Existing LDAP users don’t auto-link to OIDC. The External Authentication ID stored for LDAP users doesn’t match the OIDC sub claim. If you’ve been testing with LDAP accounts, the cleanest fix is to delete those users in BookStack and let OIDC auto-register them on first login.
The Result
Hit https://hw-bookstack.core.hawkweave.com, click “Login with Entra ID,” authenticate with a Microsoft account. BookStack auto-creates the user on first login using the given_name and family_name claims from the ID token. Passkeys registered in Entra ID work here too: no password prompt, just a biometric or security key tap.

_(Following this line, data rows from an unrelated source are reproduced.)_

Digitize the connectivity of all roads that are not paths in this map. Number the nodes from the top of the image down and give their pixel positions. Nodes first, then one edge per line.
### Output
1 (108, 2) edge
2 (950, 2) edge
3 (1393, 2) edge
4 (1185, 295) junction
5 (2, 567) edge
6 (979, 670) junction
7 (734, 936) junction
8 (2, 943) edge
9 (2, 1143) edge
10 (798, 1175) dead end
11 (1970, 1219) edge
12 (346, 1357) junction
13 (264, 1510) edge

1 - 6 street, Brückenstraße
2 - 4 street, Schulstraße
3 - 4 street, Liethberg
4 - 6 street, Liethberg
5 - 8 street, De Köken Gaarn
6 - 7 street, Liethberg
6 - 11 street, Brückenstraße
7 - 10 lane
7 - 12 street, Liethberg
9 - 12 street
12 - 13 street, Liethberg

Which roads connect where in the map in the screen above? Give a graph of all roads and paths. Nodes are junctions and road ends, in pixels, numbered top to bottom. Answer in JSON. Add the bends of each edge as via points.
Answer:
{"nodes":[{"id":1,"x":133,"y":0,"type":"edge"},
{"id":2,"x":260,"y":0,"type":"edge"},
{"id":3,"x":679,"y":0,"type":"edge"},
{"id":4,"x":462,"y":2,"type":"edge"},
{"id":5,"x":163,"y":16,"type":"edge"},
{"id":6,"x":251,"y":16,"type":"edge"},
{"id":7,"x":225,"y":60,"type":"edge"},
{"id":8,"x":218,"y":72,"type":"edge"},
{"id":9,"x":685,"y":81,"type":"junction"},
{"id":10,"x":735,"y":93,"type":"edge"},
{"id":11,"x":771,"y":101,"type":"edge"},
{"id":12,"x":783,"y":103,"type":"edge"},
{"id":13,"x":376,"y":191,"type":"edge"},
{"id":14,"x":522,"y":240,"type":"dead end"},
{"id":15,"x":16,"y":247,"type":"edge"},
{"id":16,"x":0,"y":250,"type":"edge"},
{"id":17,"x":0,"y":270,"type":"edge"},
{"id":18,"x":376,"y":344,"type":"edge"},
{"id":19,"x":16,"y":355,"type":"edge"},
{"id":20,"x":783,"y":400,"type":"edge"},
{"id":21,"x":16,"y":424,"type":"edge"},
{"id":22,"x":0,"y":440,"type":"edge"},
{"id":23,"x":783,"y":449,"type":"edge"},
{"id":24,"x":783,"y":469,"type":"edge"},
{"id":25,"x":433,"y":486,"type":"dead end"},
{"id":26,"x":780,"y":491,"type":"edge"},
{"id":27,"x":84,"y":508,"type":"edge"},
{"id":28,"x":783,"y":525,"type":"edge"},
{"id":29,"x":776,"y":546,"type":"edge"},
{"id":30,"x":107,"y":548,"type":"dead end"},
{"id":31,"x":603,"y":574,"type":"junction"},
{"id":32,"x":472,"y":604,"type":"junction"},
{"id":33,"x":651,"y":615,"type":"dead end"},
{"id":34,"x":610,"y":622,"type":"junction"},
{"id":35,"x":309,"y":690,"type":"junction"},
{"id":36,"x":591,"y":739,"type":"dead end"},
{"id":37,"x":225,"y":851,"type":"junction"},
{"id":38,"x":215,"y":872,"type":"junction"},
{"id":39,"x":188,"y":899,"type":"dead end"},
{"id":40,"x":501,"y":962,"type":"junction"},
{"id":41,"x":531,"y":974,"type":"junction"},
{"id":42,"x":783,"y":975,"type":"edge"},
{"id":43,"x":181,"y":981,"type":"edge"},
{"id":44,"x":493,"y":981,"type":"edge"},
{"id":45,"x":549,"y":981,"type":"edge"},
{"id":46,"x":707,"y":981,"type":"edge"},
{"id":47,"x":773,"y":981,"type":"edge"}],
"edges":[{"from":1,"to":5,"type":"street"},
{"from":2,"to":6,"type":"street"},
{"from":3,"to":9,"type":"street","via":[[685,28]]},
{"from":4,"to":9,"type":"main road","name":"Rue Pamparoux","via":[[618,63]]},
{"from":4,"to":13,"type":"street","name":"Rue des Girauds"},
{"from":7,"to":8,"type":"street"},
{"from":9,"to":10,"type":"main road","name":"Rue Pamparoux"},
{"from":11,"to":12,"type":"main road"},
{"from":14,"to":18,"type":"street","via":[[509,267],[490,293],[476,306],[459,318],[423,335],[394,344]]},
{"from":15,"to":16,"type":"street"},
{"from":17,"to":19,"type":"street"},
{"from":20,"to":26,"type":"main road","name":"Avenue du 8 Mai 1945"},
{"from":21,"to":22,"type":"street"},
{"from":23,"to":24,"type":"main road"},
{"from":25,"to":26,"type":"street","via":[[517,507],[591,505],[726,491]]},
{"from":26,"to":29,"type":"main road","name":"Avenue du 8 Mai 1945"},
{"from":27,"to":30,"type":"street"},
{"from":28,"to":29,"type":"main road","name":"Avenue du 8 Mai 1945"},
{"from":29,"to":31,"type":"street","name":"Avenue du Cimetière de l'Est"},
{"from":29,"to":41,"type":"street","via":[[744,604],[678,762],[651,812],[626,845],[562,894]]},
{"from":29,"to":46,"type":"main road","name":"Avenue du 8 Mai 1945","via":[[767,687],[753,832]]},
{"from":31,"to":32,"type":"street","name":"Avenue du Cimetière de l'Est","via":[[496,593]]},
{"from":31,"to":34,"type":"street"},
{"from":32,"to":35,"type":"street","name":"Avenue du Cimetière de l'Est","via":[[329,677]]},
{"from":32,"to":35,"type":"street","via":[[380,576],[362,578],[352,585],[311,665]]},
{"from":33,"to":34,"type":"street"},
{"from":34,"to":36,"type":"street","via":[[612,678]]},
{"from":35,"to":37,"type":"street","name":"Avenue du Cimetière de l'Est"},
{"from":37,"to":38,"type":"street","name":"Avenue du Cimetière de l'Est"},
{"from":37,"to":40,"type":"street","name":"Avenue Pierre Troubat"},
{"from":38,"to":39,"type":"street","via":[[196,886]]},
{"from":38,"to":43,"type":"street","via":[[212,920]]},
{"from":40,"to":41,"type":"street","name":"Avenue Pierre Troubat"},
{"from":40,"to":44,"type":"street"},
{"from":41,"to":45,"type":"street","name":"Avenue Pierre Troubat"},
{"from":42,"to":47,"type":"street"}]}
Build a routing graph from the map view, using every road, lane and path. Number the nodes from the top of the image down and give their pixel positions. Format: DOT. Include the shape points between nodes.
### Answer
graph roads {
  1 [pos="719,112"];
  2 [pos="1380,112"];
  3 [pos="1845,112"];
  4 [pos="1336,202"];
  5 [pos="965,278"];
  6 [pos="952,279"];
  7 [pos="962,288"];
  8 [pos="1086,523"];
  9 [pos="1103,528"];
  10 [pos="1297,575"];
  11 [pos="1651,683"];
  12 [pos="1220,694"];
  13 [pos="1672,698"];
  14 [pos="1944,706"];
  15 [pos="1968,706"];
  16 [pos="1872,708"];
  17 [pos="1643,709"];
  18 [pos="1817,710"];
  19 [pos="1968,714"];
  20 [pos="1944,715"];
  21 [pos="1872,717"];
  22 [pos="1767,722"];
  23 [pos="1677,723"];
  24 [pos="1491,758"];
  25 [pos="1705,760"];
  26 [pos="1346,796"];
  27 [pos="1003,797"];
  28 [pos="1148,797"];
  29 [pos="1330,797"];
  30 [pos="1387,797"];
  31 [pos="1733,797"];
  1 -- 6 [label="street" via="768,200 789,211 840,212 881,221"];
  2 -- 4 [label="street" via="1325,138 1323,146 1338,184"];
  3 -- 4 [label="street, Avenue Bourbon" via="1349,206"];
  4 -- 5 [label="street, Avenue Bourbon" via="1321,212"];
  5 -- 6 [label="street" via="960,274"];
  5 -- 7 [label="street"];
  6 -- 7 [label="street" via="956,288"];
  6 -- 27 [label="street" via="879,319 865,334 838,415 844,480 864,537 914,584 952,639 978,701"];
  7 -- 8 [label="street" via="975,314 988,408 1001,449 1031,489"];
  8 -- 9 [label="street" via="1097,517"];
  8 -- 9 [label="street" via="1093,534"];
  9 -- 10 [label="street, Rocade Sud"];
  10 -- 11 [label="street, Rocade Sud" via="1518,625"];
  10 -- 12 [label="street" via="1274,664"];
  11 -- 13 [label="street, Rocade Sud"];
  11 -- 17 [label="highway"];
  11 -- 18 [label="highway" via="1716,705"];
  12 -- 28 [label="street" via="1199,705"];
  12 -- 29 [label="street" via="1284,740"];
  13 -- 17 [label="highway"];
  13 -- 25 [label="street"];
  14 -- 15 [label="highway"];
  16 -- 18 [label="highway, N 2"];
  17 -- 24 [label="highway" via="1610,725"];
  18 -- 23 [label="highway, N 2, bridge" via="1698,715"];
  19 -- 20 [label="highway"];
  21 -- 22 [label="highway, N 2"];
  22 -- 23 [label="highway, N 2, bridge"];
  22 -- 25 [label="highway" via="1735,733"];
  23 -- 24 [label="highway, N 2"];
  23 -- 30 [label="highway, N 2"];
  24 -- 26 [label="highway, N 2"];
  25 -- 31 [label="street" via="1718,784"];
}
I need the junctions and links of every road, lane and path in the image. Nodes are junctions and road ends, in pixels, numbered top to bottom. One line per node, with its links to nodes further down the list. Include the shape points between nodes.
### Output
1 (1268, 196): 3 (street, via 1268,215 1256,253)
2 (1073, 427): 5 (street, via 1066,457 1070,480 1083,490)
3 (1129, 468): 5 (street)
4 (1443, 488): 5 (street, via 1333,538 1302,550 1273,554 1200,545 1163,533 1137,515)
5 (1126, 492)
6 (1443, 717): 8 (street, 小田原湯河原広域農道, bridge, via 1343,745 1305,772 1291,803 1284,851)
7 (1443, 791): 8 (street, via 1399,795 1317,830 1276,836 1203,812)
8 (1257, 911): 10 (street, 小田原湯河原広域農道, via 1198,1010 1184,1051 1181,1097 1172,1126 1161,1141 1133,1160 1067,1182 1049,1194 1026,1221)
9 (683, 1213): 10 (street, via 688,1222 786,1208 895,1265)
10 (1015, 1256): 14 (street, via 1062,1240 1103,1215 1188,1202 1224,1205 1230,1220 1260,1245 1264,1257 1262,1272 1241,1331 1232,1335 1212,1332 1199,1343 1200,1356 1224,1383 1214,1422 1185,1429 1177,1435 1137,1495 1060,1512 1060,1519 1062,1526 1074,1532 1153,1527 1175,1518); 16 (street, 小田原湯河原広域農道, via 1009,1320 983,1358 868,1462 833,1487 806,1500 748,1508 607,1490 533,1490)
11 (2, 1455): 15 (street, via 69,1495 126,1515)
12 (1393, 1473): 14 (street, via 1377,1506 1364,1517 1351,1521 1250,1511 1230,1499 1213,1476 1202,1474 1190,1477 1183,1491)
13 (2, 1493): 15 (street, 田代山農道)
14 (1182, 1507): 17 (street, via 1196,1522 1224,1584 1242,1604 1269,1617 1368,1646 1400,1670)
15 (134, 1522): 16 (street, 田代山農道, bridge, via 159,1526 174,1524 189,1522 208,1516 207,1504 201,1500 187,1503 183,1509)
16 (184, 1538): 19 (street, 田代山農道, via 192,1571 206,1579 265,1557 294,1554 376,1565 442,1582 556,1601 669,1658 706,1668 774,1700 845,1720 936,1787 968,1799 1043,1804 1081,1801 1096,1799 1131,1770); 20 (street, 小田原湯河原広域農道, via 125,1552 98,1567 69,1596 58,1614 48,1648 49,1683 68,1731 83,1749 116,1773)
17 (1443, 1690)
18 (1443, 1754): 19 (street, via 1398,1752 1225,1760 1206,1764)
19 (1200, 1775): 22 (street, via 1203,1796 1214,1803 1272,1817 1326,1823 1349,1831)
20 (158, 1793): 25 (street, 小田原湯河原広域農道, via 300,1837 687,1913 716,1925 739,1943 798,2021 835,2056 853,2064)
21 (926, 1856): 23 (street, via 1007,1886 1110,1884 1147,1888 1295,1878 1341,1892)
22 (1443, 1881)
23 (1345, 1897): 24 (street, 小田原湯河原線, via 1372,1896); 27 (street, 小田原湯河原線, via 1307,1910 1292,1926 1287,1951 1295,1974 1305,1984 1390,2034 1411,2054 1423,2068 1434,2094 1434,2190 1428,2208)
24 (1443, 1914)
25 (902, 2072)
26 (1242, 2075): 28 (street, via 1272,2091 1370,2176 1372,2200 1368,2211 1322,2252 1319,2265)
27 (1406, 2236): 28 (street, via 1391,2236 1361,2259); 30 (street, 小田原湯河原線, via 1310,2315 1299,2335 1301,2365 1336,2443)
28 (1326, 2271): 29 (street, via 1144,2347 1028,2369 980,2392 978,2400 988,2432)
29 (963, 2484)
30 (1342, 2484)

The authentication flow is entirely Entra ID’s. BookStack doesn’t see credentials. The Primary Refresh Token on the Entra-joined device means that if you’ve already signed in to Windows with Windows Hello, you may blow right past the Microsoft login screen entirely.
At this point the wiki is functional on the lab network with enterprise TLS and Entra ID SSO. In Part 2, I’ll cover publishing it through Global Secure Access Private Access so it’s reachable from outside the lab, completing the stack: GSA for transport, enterprise CA for TLS, Entra ID for authentication.
What’s your experience with self-hosted apps in lab environments? I’m curious whether others are using BookStack (or similar wikis) as GSA test targets, or if most people just point GSA at file shares and call it done.